#### [Work order]
For every entry that follows, return an identical copy.

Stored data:
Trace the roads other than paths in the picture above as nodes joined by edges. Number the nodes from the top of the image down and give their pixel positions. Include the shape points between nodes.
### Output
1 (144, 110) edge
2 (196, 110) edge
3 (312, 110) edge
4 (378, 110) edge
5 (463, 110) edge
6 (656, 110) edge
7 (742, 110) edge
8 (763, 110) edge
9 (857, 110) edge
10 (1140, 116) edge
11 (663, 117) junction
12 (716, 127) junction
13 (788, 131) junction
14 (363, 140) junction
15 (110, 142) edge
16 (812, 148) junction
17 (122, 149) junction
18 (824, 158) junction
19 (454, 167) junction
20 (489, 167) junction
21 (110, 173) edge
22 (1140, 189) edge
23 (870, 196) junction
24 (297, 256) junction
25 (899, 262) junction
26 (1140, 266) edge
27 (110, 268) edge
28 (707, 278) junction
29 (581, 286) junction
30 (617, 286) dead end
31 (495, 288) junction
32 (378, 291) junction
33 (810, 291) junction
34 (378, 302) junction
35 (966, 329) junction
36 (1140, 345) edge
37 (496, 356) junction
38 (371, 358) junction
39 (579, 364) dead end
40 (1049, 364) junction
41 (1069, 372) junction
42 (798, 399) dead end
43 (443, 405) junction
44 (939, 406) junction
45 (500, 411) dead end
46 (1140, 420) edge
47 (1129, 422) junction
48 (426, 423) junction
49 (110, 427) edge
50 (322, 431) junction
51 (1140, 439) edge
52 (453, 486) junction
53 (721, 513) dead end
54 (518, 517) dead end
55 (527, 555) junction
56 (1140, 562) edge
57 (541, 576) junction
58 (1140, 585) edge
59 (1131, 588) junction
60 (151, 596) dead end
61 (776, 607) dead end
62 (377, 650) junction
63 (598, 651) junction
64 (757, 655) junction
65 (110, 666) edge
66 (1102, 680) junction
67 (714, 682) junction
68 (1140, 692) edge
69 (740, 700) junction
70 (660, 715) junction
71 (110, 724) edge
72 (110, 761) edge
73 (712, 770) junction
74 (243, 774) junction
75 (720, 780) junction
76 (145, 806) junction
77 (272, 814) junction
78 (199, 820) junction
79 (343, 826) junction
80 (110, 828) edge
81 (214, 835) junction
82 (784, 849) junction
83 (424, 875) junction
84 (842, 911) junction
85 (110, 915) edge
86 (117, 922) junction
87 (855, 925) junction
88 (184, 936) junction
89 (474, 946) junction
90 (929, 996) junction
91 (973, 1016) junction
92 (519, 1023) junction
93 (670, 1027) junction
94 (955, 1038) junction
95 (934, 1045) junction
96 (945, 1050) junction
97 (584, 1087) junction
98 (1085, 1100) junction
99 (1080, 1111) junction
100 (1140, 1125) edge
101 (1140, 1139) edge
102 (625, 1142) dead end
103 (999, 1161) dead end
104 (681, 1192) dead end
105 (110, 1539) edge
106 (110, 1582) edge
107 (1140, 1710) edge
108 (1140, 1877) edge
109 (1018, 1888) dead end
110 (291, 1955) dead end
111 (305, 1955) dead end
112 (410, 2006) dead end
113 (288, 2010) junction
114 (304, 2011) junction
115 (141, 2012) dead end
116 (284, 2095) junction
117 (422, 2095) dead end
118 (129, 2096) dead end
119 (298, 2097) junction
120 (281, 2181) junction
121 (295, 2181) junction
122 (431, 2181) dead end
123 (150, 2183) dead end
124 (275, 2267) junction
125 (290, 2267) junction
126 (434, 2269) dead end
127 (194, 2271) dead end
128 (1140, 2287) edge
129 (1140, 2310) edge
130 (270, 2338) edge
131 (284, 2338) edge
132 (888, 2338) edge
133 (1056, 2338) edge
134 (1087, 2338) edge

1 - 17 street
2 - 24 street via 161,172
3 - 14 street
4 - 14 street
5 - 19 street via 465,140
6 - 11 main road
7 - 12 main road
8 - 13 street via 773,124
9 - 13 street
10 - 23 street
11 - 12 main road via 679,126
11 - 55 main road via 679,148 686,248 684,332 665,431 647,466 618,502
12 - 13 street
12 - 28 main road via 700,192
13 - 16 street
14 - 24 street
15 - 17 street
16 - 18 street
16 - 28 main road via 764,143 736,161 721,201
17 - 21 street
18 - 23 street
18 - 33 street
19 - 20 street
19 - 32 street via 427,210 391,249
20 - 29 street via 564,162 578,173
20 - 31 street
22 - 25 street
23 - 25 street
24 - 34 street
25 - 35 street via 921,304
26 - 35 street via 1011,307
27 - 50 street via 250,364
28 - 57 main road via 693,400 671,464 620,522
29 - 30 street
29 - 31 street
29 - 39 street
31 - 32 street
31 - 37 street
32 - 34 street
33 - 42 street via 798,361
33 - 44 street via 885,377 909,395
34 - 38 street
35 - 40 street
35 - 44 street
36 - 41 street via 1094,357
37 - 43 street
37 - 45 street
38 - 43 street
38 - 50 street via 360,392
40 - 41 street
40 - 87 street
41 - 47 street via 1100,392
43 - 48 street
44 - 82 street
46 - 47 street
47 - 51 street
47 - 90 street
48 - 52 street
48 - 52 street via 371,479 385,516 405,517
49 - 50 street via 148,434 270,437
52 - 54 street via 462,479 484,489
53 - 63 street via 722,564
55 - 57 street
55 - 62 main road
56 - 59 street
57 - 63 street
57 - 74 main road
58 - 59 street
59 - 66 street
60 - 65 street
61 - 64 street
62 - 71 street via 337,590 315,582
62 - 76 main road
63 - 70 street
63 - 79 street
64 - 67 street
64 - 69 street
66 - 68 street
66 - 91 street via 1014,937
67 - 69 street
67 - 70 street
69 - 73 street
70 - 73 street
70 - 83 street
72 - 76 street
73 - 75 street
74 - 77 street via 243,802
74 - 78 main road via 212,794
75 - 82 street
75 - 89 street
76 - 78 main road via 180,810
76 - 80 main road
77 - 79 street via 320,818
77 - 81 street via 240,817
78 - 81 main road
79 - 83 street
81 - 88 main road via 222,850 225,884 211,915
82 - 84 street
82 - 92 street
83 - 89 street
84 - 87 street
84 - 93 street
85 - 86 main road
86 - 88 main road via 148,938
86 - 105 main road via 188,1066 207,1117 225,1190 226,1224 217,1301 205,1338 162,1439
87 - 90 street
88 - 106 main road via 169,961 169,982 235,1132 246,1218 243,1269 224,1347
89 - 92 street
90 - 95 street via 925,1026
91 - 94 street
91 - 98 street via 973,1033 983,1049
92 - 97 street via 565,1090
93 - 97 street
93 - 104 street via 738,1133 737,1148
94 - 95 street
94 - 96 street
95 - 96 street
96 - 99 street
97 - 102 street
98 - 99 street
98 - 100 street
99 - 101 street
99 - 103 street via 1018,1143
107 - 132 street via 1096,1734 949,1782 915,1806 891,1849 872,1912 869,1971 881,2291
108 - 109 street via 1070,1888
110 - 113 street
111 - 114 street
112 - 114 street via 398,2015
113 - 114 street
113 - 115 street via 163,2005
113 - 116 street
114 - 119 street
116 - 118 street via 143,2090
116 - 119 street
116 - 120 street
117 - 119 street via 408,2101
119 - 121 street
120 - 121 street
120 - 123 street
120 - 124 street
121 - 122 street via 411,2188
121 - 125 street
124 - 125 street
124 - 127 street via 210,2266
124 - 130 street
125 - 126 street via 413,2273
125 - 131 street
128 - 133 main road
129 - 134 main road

#### [Result for this exercise]
Trace the roads other than paths in the picture above as nodes joined by edges. Number the nodes from the top of the image down and give their pixel positions. Include the shape points between nodes.
### Output
1 (144, 110) edge
2 (196, 110) edge
3 (312, 110) edge
4 (378, 110) edge
5 (463, 110) edge
6 (656, 110) edge
7 (742, 110) edge
8 (763, 110) edge
9 (857, 110) edge
10 (1140, 116) edge
11 (663, 117) junction
12 (716, 127) junction
13 (788, 131) junction
14 (363, 140) junction
15 (110, 142) edge
16 (812, 148) junction
17 (122, 149) junction
18 (824, 158) junction
19 (454, 167) junction
20 (489, 167) junction
21 (110, 173) edge
22 (1140, 189) edge
23 (870, 196) junction
24 (297, 256) junction
25 (899, 262) junction
26 (1140, 266) edge
27 (110, 268) edge
28 (707, 278) junction
29 (581, 286) junction
30 (617, 286) dead end
31 (495, 288) junction
32 (378, 291) junction
33 (810, 291) junction
34 (378, 302) junction
35 (966, 329) junction
36 (1140, 345) edge
37 (496, 356) junction
38 (371, 358) junction
39 (579, 364) dead end
40 (1049, 364) junction
41 (1069, 372) junction
42 (798, 399) dead end
43 (443, 405) junction
44 (939, 406) junction
45 (500, 411) dead end
46 (1140, 420) edge
47 (1129, 422) junction
48 (426, 423) junction
49 (110, 427) edge
50 (322, 431) junction
51 (1140, 439) edge
52 (453, 486) junction
53 (721, 513) dead end
54 (518, 517) dead end
55 (527, 555) junction
56 (1140, 562) edge
57 (541, 576) junction
58 (1140, 585) edge
59 (1131, 588) junction
60 (151, 596) dead end
61 (776, 607) dead end
62 (377, 650) junction
63 (598, 651) junction
64 (757, 655) junction
65 (110, 666) edge
66 (1102, 680) junction
67 (714, 682) junction
68 (1140, 692) edge
69 (740, 700) junction
70 (660, 715) junction
71 (110, 724) edge
72 (110, 761) edge
73 (712, 770) junction
74 (243, 774) junction
75 (720, 780) junction
76 (145, 806) junction
77 (272, 814) junction
78 (199, 820) junction
79 (343, 826) junction
80 (110, 828) edge
81 (214, 835) junction
82 (784, 849) junction
83 (424, 875) junction
84 (842, 911) junction
85 (110, 915) edge
86 (117, 922) junction
87 (855, 925) junction
88 (184, 936) junction
89 (474, 946) junction
90 (929, 996) junction
91 (973, 1016) junction
92 (519, 1023) junction
93 (670, 1027) junction
94 (955, 1038) junction
95 (934, 1045) junction
96 (945, 1050) junction
97 (584, 1087) junction
98 (1085, 1100) junction
99 (1080, 1111) junction
100 (1140, 1125) edge
101 (1140, 1139) edge
102 (625, 1142) dead end
103 (999, 1161) dead end
104 (681, 1192) dead end
105 (110, 1539) edge
106 (110, 1582) edge
107 (1140, 1710) edge
108 (1140, 1877) edge
109 (1018, 1888) dead end
110 (291, 1955) dead end
111 (305, 1955) dead end
112 (410, 2006) dead end
113 (288, 2010) junction
114 (304, 2011) junction
115 (141, 2012) dead end
116 (284, 2095) junction
117 (422, 2095) dead end
118 (129, 2096) dead end
119 (298, 2097) junction
120 (281, 2181) junction
121 (295, 2181) junction
122 (431, 2181) dead end
123 (150, 2183) dead end
124 (275, 2267) junction
125 (290, 2267) junction
126 (434, 2269) dead end
127 (194, 2271) dead end
128 (1140, 2287) edge
129 (1140, 2310) edge
130 (270, 2338) edge
131 (284, 2338) edge
132 (888, 2338) edge
133 (1056, 2338) edge
134 (1087, 2338) edge

1 - 17 street
2 - 24 street via 161,172
3 - 14 street
4 - 14 street
5 - 19 street via 465,140
6 - 11 main road
7 - 12 main road
8 - 13 street via 773,124
9 - 13 street
10 - 23 street
11 - 12 main road via 679,126
11 - 55 main road via 679,148 686,248 684,332 665,431 647,466 618,502
12 - 13 street
12 - 28 main road via 700,192
13 - 16 street
14 - 24 street
15 - 17 street
16 - 18 street
16 - 28 main road via 764,143 736,161 721,201
17 - 21 street
18 - 23 street
18 - 33 street
19 - 20 street
19 - 32 street via 427,210 391,249
20 - 29 street via 564,162 578,173
20 - 31 street
22 - 25 street
23 - 25 street
24 - 34 street
25 - 35 street via 921,304
26 - 35 street via 1011,307
27 - 50 street via 250,364
28 - 57 main road via 693,400 671,464 620,522
29 - 30 street
29 - 31 street
29 - 39 street
31 - 32 street
31 - 37 street
32 - 34 street
33 - 42 street via 798,361
33 - 44 street via 885,377 909,395
34 - 38 street
35 - 40 street
35 - 44 street
36 - 41 street via 1094,357
37 - 43 street
37 - 45 street
38 - 43 street
38 - 50 street via 360,392
40 - 41 street
40 - 87 street
41 - 47 street via 1100,392
43 - 48 street
44 - 82 street
46 - 47 street
47 - 51 street
47 - 90 street
48 - 52 street
48 - 52 street via 371,479 385,516 405,517
49 - 50 street via 148,434 270,437
52 - 54 street via 462,479 484,489
53 - 63 street via 722,564
55 - 57 street
55 - 62 main road
56 - 59 street
57 - 63 street
57 - 74 main road
58 - 59 street
59 - 66 street
60 - 65 street
61 - 64 street
62 - 71 street via 337,590 315,582
62 - 76 main road
63 - 70 street
63 - 79 street
64 - 67 street
64 - 69 street
66 - 68 street
66 - 91 street via 1014,937
67 - 69 street
67 - 70 street
69 - 73 street
70 - 73 street
70 - 83 street
72 - 76 street
73 - 75 street
74 - 77 street via 243,802
74 - 78 main road via 212,794
75 - 82 street
75 - 89 street
76 - 78 main road via 180,810
76 - 80 main road
77 - 79 street via 320,818
77 - 81 street via 240,817
78 - 81 main road
79 - 83 street
81 - 88 main road via 222,850 225,884 211,915
82 - 84 street
82 - 92 street
83 - 89 street
84 - 87 street
84 - 93 street
85 - 86 main road
86 - 88 main road via 148,938
86 - 105 main road via 188,1066 207,1117 225,1190 226,1224 217,1301 205,1338 162,1439
87 - 90 street
88 - 106 main road via 169,961 169,982 235,1132 246,1218 243,1269 224,1347
89 - 92 street
90 - 95 street via 925,1026
91 - 94 street
91 - 98 street via 973,1033 983,1049
92 - 97 street via 565,1090
93 - 97 street
93 - 104 street via 738,1133 737,1148
94 - 95 street
94 - 96 street
95 - 96 street
96 - 99 street
97 - 102 street
98 - 99 street
98 - 100 street
99 - 101 street
99 - 103 street via 1018,1143
107 - 132 street via 1096,1734 949,1782 915,1806 891,1849 872,1912 869,1971 881,2291
108 - 109 street via 1070,1888
110 - 113 street
111 - 114 street
112 - 114 street via 398,2015
113 - 114 street
113 - 115 street via 163,2005
113 - 116 street
114 - 119 street
116 - 118 street via 143,2090
116 - 119 street
116 - 120 street
117 - 119 street via 408,2101
119 - 121 street
120 - 121 street
120 - 123 street
120 - 124 street
121 - 122 street via 411,2188
121 - 125 street
124 - 125 street
124 - 127 street via 210,2266
124 - 130 street
125 - 126 street via 413,2273
125 - 131 street
128 - 133 main road
129 - 134 main road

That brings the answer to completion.